A ses risques et périls, Mère Germaine a aussi aidés un certain nombre de prisonniers à s'évader, sur leurs demandes, avant qu’ils ne soient envoyés en Allemagne. Notamment en leur fournissant des habits civils qu'ils venaient revêtir au Carmel, en toute discrétion. Ceux-ci lui en furent très reconnaissants.
Ce n’est que le 22 novembre 1940 que les 17 religieuses, qui restaient à Lyon, sont autorisées par le Cardinal Gerlier à tenter l’aventure de reprendre la route pour rejoindre Verdun.
Mère Germaine pouvait être fière de ses sœurs. Elle n’oubliera pas sa promesse d’effectuer un pèlerinage à Notre-Dame des clés, juste au-dessus du Carmel, dont la statue est vénérée en l’église Saint Victor, et devant laquelle, le 15 juin 1940, l’abbé François avait déposé la clé de l’entrée du Carmel.
Le 10 juin 1940, l'ordre d'évacuation générale de Verdun est donné.
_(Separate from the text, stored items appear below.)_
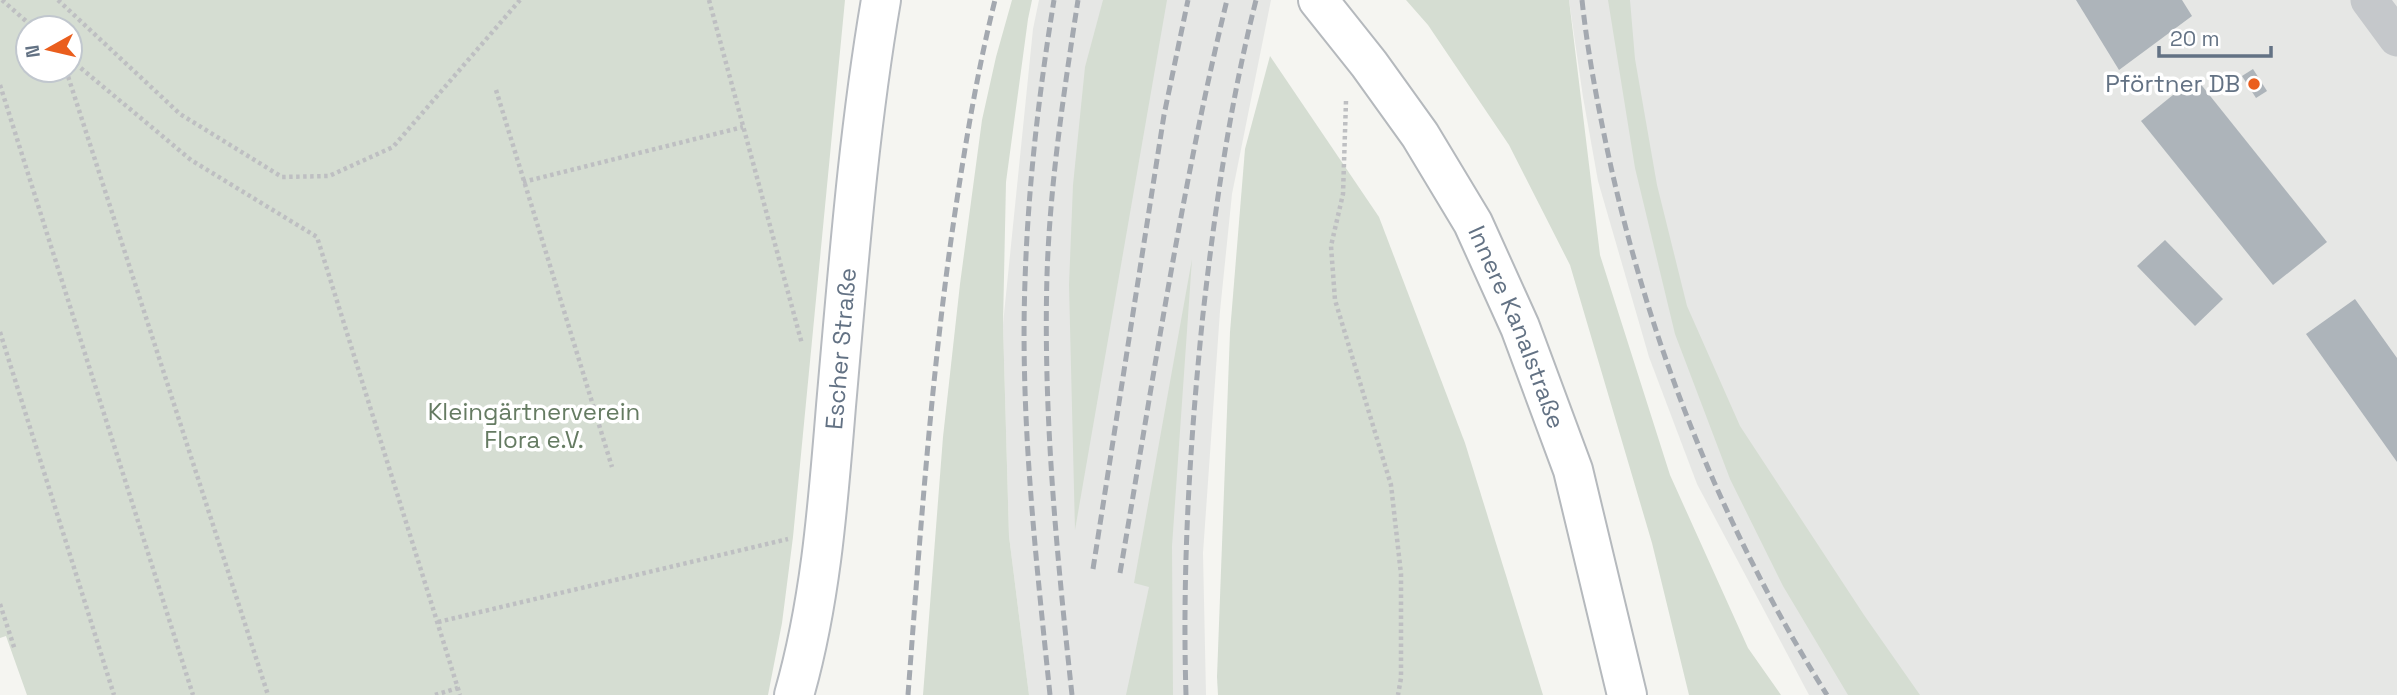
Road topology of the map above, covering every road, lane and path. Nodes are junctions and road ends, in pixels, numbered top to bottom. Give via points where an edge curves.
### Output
1 (2, 0) edge
2 (58, 0) edge
3 (520, 0) edge
4 (709, 0) edge
5 (880, 0) edge
6 (1318, 0) edge
7 (2369, 0) edge
8 (18, 14) edge
9 (2397, 38) edge
10 (1349, 39) junction
11 (84, 71) edge
12 (71, 84) edge
13 (0, 85) edge
14 (496, 90) dead end
15 (743, 127) junction
16 (523, 182) junction
17 (0, 331) edge
18 (841, 350) junction
19 (612, 467) dead end
20 (824, 542) junction
21 (0, 604) edge
22 (438, 622) junction
23 (15, 650) dead end
24 (458, 688) junction
25 (114, 695) edge
26 (193, 695) edge
27 (268, 695) edge
28 (435, 695) edge
29 (460, 695) edge
30 (794, 695) edge
31 (1398, 695) edge
32 (1627, 695) edge

1 - 8 path
2 - 3 path via 180,114 282,177 329,176 393,147
4 - 15 path
5 - 18 main road, Escher Straße via 861,138
6 - 10 main road, Innere Kanalstraße
7 - 9 street
10 - 31 path via 1343,194 1331,246 1335,300 1391,485 1401,574
10 - 32 main road, Innere Kanalstraße via 1420,135 1473,223 1520,327 1573,470
11 - 22 path via 191,160 317,237
12 - 27 path
13 - 26 path
14 - 16 path
15 - 16 path
15 - 18 path via 803,349
16 - 19 path
17 - 25 path
18 - 20 main road, Escher Straße
20 - 22 path via 793,537
20 - 30 main road, Escher Straße via 806,655
21 - 23 path
22 - 24 path
24 - 28 path
24 - 29 path

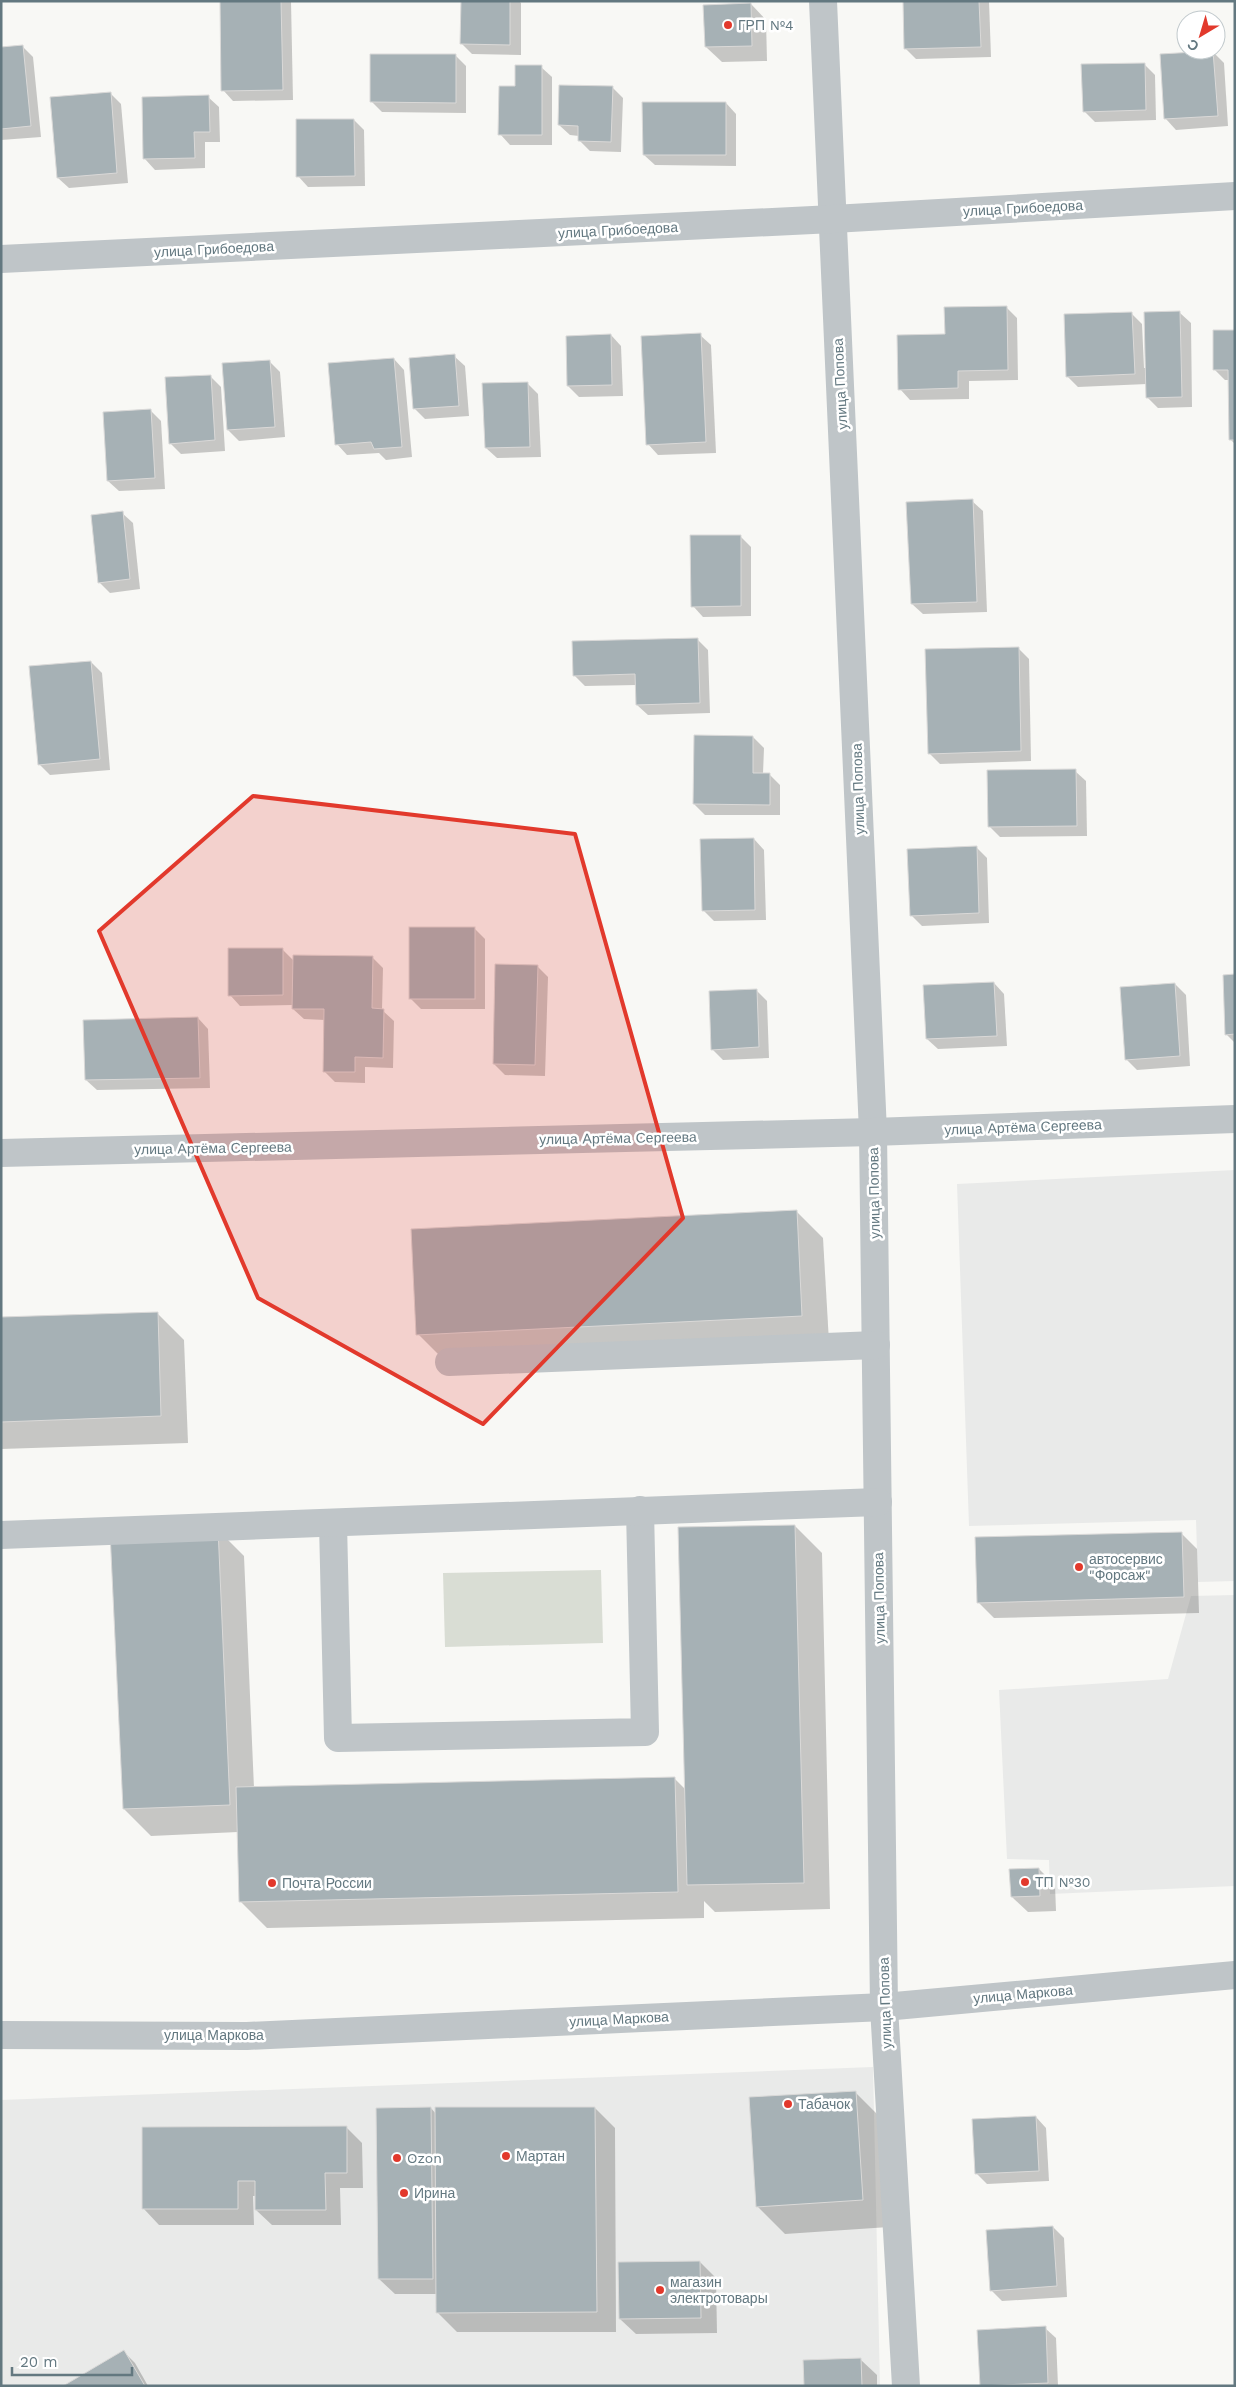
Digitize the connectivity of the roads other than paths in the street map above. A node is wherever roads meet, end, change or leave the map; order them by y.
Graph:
1 (823, 1) edge
2 (1235, 196) edge
3 (833, 219) junction
4 (1, 259) edge
5 (1235, 1119) edge
6 (873, 1132) junction
7 (1, 1153) edge
8 (876, 1345) junction
9 (449, 1362) dead end
10 (878, 1502) junction
11 (640, 1510) junction
12 (333, 1522) junction
13 (1, 1535) edge
14 (1235, 1975) edge
15 (884, 2006) junction
16 (1, 2035) edge
17 (906, 2386) edge

1 - 3 street, улица Попова
2 - 3 street, улица Грибоедова
3 - 4 street, улица Грибоедова
3 - 6 street, улица Попова
5 - 6 street, улица Артёма Сергеева
6 - 7 street, улица Артёма Сергеева
6 - 8 street, улица Попова
8 - 9 street
8 - 10 street, улица Попова
10 - 11 street
10 - 15 street, улица Попова
11 - 12 street
11 - 12 street
12 - 13 street
14 - 15 street, улица Маркова
15 - 16 street, улица Маркова
15 - 17 street, улица Попова

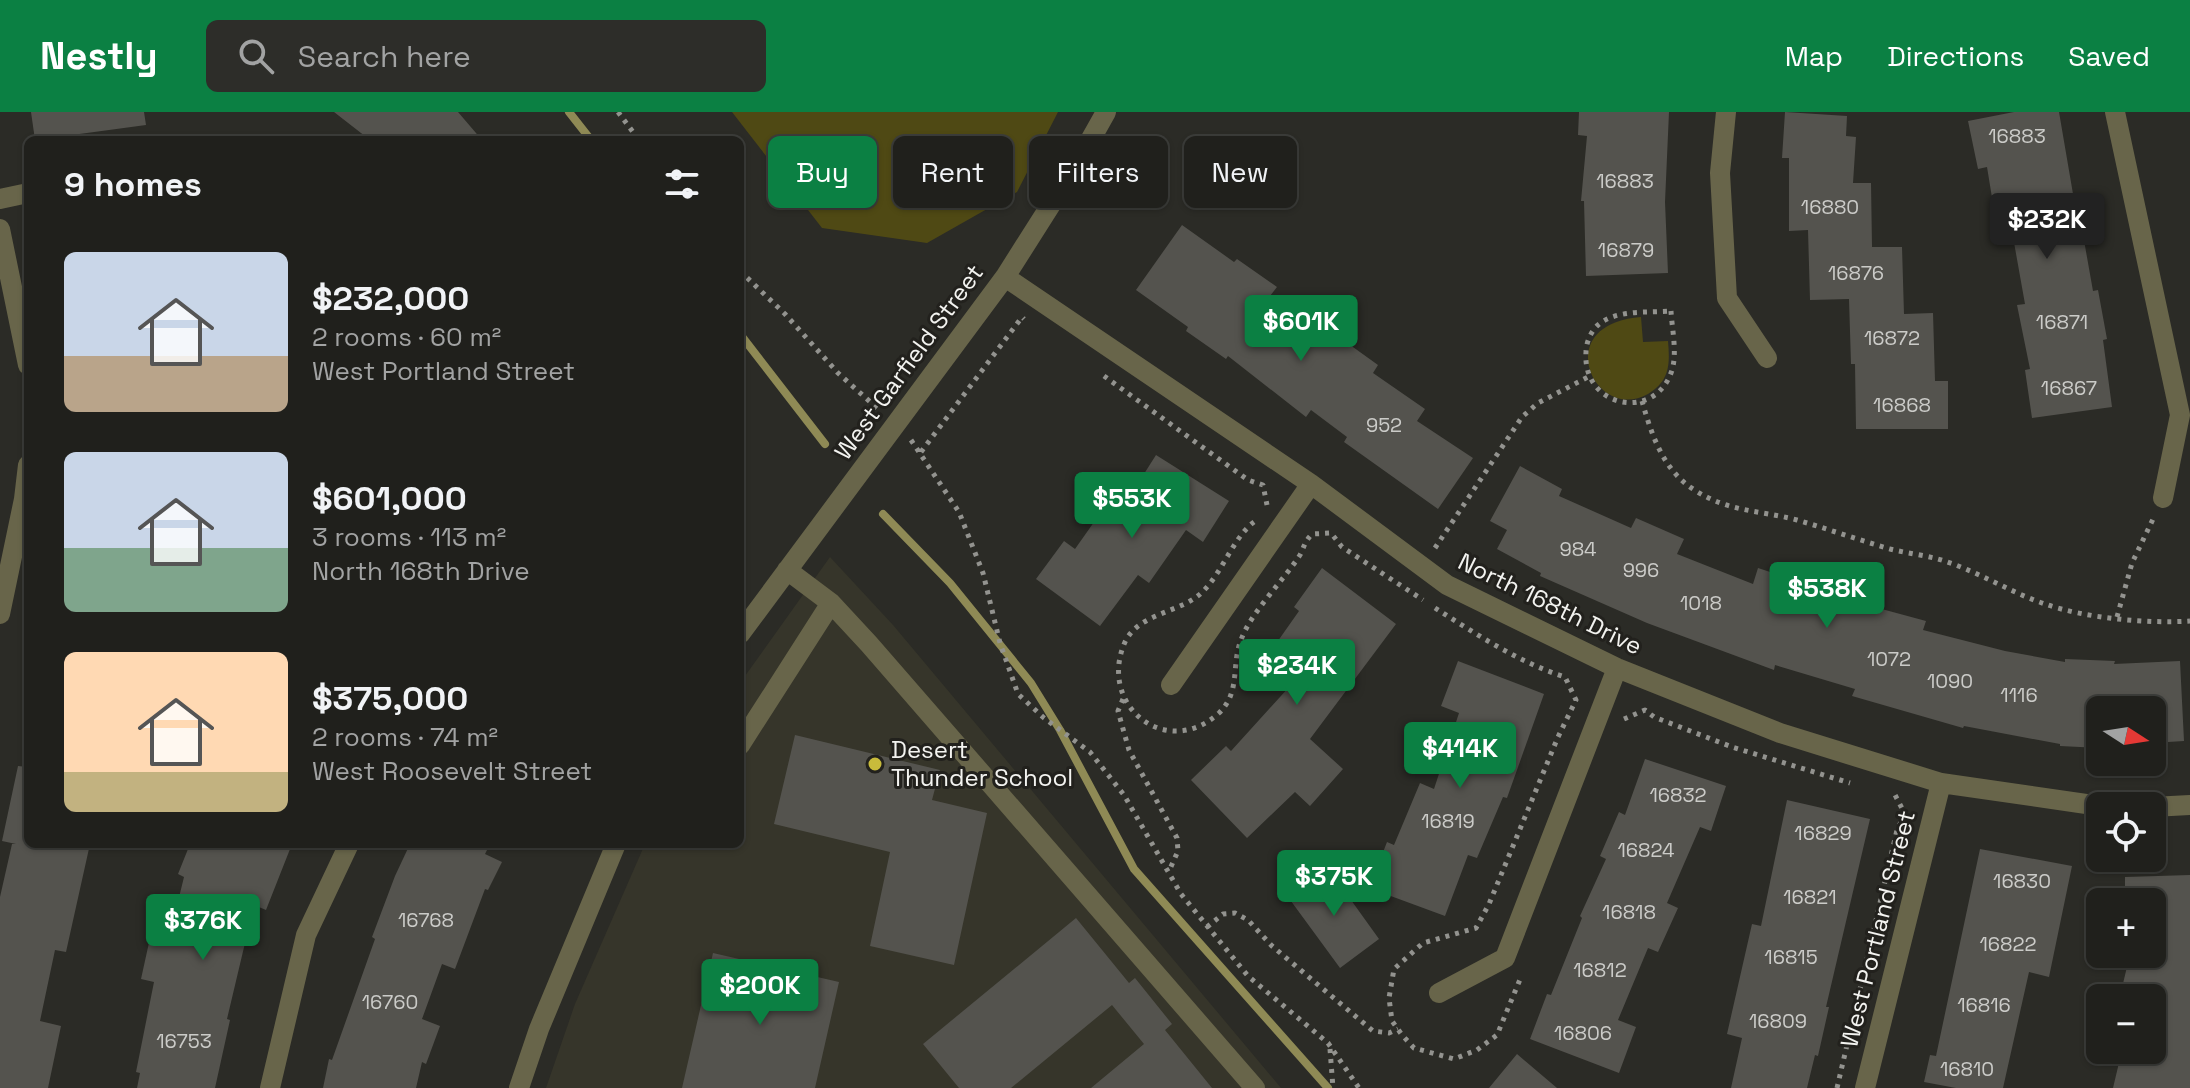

Monsieur le curé de Saint-Victor, le père François, vient en avertir notre Mère à 10 h du soir, pendant Matines et le départ de la communauté se décide pour le lendemain. « Laissez les sœurs achever Matines, dit notre Mère, après quoi on se préparera. » Ainsi fut fait.
Le lendemain à 11 h, un camion venait prendre la communauté et la conduisait à la gare.
Notre Mère, sur le trottoir, présidait à l'embarquement. Elle devait rester la dernière avec la sœur dépositaire, pour mettre en ordre et fermer la maison.
Quand le camion s'ébranla, chacune, dans un sourire qui veut être courageux, lui dit « au revoir » de la voix et de la main. Elle est très calme, mais toute blanche de fatigue et l'émotion l’étreint.
Une voisine s'approche d'elle et se présente, heureuse de faire sa connaissance et, lui parlant des sœurs avec attendrissement : « elles avaient le sourire » dit-elle.
Deux jours après, le 13 juin à 4 h sonnant, dernière limite fixée pour l'évacuation, notre Mère ferme la porte du couvent, monte dans l'auto de Monsieur le Curé et va remettre les clés du monastère entre les mains de Notre-Dame des clés de Saint-Victor.
La rue est complètement déserte, seules des patrouilles militaires vont et viennent. Le moment est émotionnant, le cœur se sert : ce petit couvent qui lui a coûté tant de peine, le reverra-t-elle ?... Restera-t-il debout ?... Son grand acte d'abandon au bon plaisir de Dieu et puis... En avant !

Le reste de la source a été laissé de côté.